> **Task to complete**:
Whenever a picture appears, leave it out while repeating all the other data exactly.
(Material to process begins)
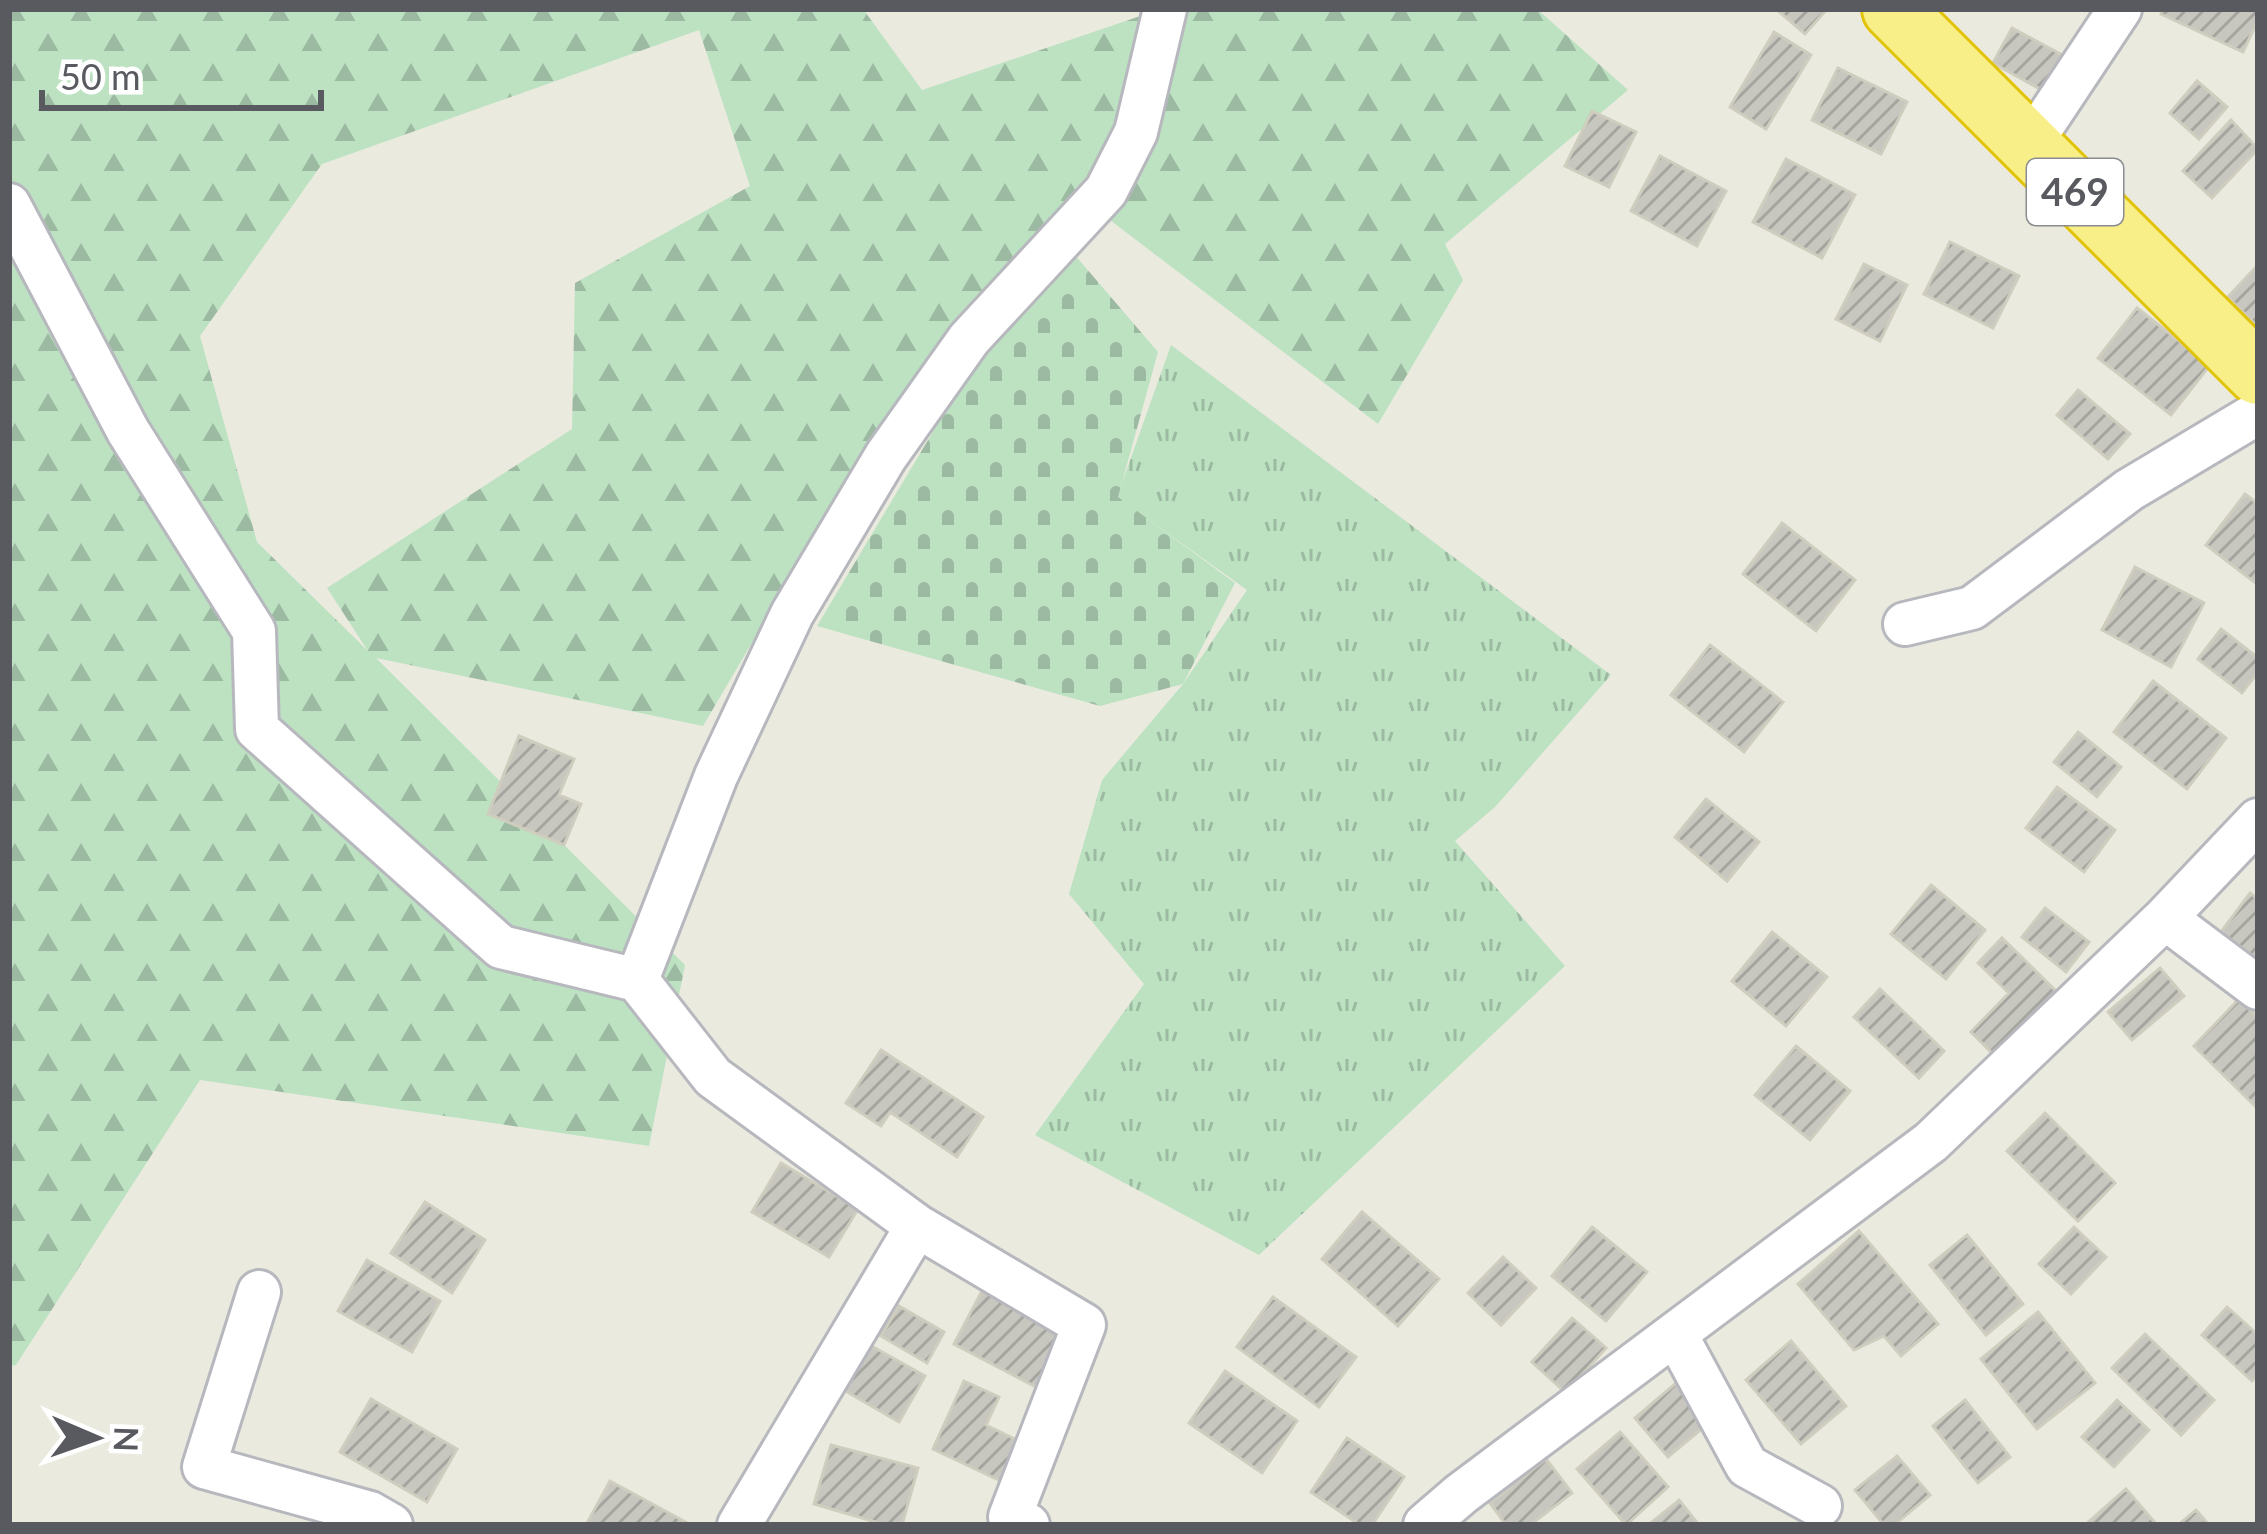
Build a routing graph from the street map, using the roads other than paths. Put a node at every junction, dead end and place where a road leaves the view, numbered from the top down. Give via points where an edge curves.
1 (1166, 9) edge
2 (1893, 9) edge
3 (2120, 9) edge
4 (2029, 146) junction
5 (9, 205) edge
6 (2258, 374) edge
7 (2258, 413) edge
8 (1905, 624) dead end
9 (2258, 820) edge
10 (2164, 918) junction
11 (637, 980) junction
12 (2258, 988) edge
13 (917, 1226) junction
14 (259, 1292) dead end
15 (1676, 1335) junction
16 (1820, 1506) dead end
17 (391, 1525) edge
18 (739, 1525) edge
19 (1028, 1525) edge
20 (1425, 1525) edge

1 - 11 street via 1136,132 1106,191 969,339 886,455 792,614 716,776
2 - 4 highway, 469
3 - 4 street
4 - 6 highway, 469
5 - 11 street via 128,430 254,631 257,729 501,947
7 - 8 street via 2129,490 1972,608
9 - 10 street
10 - 12 street
10 - 15 street via 1931,1142
11 - 13 street via 713,1077
13 - 18 street
13 - 19 street via 1084,1325 1010,1517
14 - 17 street via 204,1467
15 - 16 street via 1747,1466
15 - 20 street

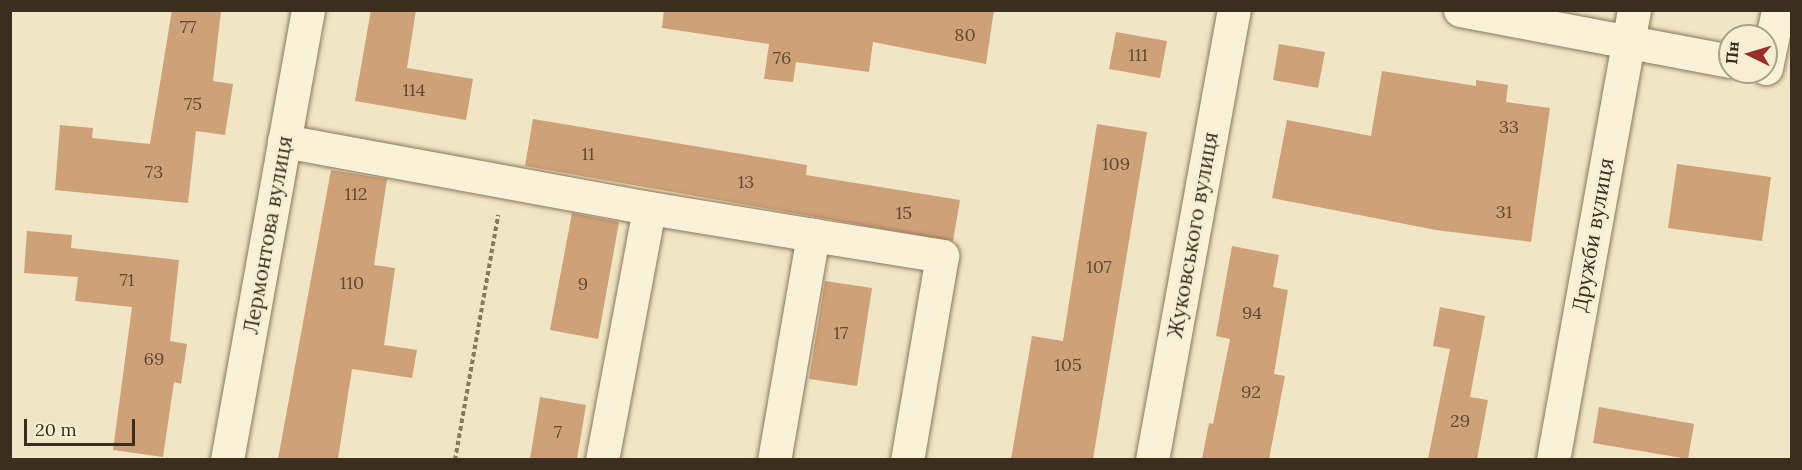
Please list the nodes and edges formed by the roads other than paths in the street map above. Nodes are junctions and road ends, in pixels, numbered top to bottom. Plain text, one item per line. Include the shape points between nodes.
1 (308, 10) edge
2 (1234, 10) edge
3 (1460, 10) edge
4 (1634, 10) edge
5 (1628, 43) junction
6 (1718, 59) edge
7 (284, 141) junction
8 (649, 208) junction
9 (813, 235) junction
10 (228, 459) edge
11 (602, 459) edge
12 (774, 459) edge
13 (908, 459) edge
14 (1152, 459) edge
15 (1553, 459) edge

1 - 7 street, Лермонтова вулиця
2 - 14 street, Жуковського вулиця
3 - 5 street
4 - 5 street, Дружби вулиця
5 - 6 street
5 - 15 street, Дружби вулиця
7 - 8 street
7 - 10 street, Лермонтова вулиця
8 - 9 street
8 - 11 street
9 - 12 street
9 - 13 street via 942,256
(Material to process ends)
> **Output of the task**:
Build a routing graph from the street map, using the roads other than paths. Put a node at every junction, dead end and place where a road leaves the view, numbered from the top down. Give via points where an edge curves.
1 (1166, 9) edge
2 (1893, 9) edge
3 (2120, 9) edge
4 (2029, 146) junction
5 (9, 205) edge
6 (2258, 374) edge
7 (2258, 413) edge
8 (1905, 624) dead end
9 (2258, 820) edge
10 (2164, 918) junction
11 (637, 980) junction
12 (2258, 988) edge
13 (917, 1226) junction
14 (259, 1292) dead end
15 (1676, 1335) junction
16 (1820, 1506) dead end
17 (391, 1525) edge
18 (739, 1525) edge
19 (1028, 1525) edge
20 (1425, 1525) edge

1 - 11 street via 1136,132 1106,191 969,339 886,455 792,614 716,776
2 - 4 highway, 469
3 - 4 street
4 - 6 highway, 469
5 - 11 street via 128,430 254,631 257,729 501,947
7 - 8 street via 2129,490 1972,608
9 - 10 street
10 - 12 street
10 - 15 street via 1931,1142
11 - 13 street via 713,1077
13 - 18 street
13 - 19 street via 1084,1325 1010,1517
14 - 17 street via 204,1467
15 - 16 street via 1747,1466
15 - 20 street

Please list the nodes and edges formed by the roads other than paths in the street map above. Nodes are junctions and road ends, in pixels, numbered top to bottom. Plain text, one item per line. Include the shape points between nodes.
1 (308, 10) edge
2 (1234, 10) edge
3 (1460, 10) edge
4 (1634, 10) edge
5 (1628, 43) junction
6 (1718, 59) edge
7 (284, 141) junction
8 (649, 208) junction
9 (813, 235) junction
10 (228, 459) edge
11 (602, 459) edge
12 (774, 459) edge
13 (908, 459) edge
14 (1152, 459) edge
15 (1553, 459) edge

1 - 7 street, Лермонтова вулиця
2 - 14 street, Жуковського вулиця
3 - 5 street
4 - 5 street, Дружби вулиця
5 - 6 street
5 - 15 street, Дружби вулиця
7 - 8 street
7 - 10 street, Лермонтова вулиця
8 - 9 street
8 - 11 street
9 - 12 street
9 - 13 street via 942,256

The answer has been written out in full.